Photonic-Spin governed absorption in a mu-near-zero subwavelength gyromagnetic cylinder

TL;DR

This paper demonstrates that gyromagnetic subwavelength cylinders exhibit strong, spin-dependent narrowband absorption and non-reciprocal scattering, validated through theoretical analysis and experimental measurements.

Contribution

It introduces a novel mechanism of photonic-spin governed absorption in subwavelength gyromagnetic cylinders, enabling non-reciprocal electromagnetic responses.

Findings

Strong narrowband absorption depends on incident wave's photonic-spin.

Array of cylinders shows non-reciprocal reflection and absorption.

Experimental validation confirms theoretical predictions.

Abstract

Realizing non-reciprocal scattering and absorption from subwavelength elements has several applications across the electromagnetic frequency spectrum.
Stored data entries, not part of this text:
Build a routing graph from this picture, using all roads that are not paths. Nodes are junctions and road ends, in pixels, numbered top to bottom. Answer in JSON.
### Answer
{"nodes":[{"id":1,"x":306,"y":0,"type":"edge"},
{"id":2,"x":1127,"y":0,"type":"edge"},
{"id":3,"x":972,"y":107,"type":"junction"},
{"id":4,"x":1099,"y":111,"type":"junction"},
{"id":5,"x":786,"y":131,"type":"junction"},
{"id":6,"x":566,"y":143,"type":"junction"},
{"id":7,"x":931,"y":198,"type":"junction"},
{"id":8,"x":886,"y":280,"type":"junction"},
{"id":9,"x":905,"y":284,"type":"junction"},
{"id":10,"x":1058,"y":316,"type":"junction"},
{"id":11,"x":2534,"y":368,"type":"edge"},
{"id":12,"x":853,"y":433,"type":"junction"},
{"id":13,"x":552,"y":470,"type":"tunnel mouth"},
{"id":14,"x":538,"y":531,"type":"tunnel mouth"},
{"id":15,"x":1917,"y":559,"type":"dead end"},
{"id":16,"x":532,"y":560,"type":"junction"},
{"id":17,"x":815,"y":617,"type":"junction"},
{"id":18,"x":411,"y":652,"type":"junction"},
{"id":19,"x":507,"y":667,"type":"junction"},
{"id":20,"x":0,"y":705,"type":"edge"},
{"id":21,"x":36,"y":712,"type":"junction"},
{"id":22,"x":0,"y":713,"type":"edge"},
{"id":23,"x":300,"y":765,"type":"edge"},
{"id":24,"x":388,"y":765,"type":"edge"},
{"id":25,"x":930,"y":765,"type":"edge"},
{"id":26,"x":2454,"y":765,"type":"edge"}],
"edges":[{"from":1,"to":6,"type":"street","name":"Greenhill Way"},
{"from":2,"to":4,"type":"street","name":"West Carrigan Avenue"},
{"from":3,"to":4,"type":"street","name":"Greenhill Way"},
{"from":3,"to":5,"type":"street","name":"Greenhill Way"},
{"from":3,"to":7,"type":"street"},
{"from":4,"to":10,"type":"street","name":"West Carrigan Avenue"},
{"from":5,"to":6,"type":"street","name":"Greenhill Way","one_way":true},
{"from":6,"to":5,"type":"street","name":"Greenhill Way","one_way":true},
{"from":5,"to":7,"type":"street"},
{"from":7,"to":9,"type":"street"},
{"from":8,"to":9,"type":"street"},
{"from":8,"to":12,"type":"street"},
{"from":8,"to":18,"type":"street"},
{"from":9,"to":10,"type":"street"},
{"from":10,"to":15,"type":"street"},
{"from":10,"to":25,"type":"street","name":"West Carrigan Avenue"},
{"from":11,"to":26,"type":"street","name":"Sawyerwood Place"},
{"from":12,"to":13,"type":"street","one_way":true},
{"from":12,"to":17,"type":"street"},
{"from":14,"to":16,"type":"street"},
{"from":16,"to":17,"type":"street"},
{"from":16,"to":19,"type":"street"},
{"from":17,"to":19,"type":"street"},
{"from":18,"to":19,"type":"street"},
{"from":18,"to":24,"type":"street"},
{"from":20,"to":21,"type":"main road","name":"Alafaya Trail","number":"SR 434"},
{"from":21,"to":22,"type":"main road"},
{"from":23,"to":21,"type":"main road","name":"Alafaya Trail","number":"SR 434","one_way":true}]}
Here we show that gyromagnetic cylindrical rods with subwavelength dimensions exhibit strong absorption with diminished scattering in a narrow frequency band for an incident plane wave. We show that the strong narrowband absorption depends on the photonic-spin of the incident wave. Further, it is shown that this spin-dependent absorption leads to non-reciprocal reflection and absorption characteristics of an array of gyromagnetic cylinders suspended over a reflecting plane. The theoretical claims of strong spin-dependent absorption in subwavelength elements is validated by experimentally demonstrating nonreciprocal absorption and transmission from a single gyromagnetic rod placed in a substrate integrated waveguide.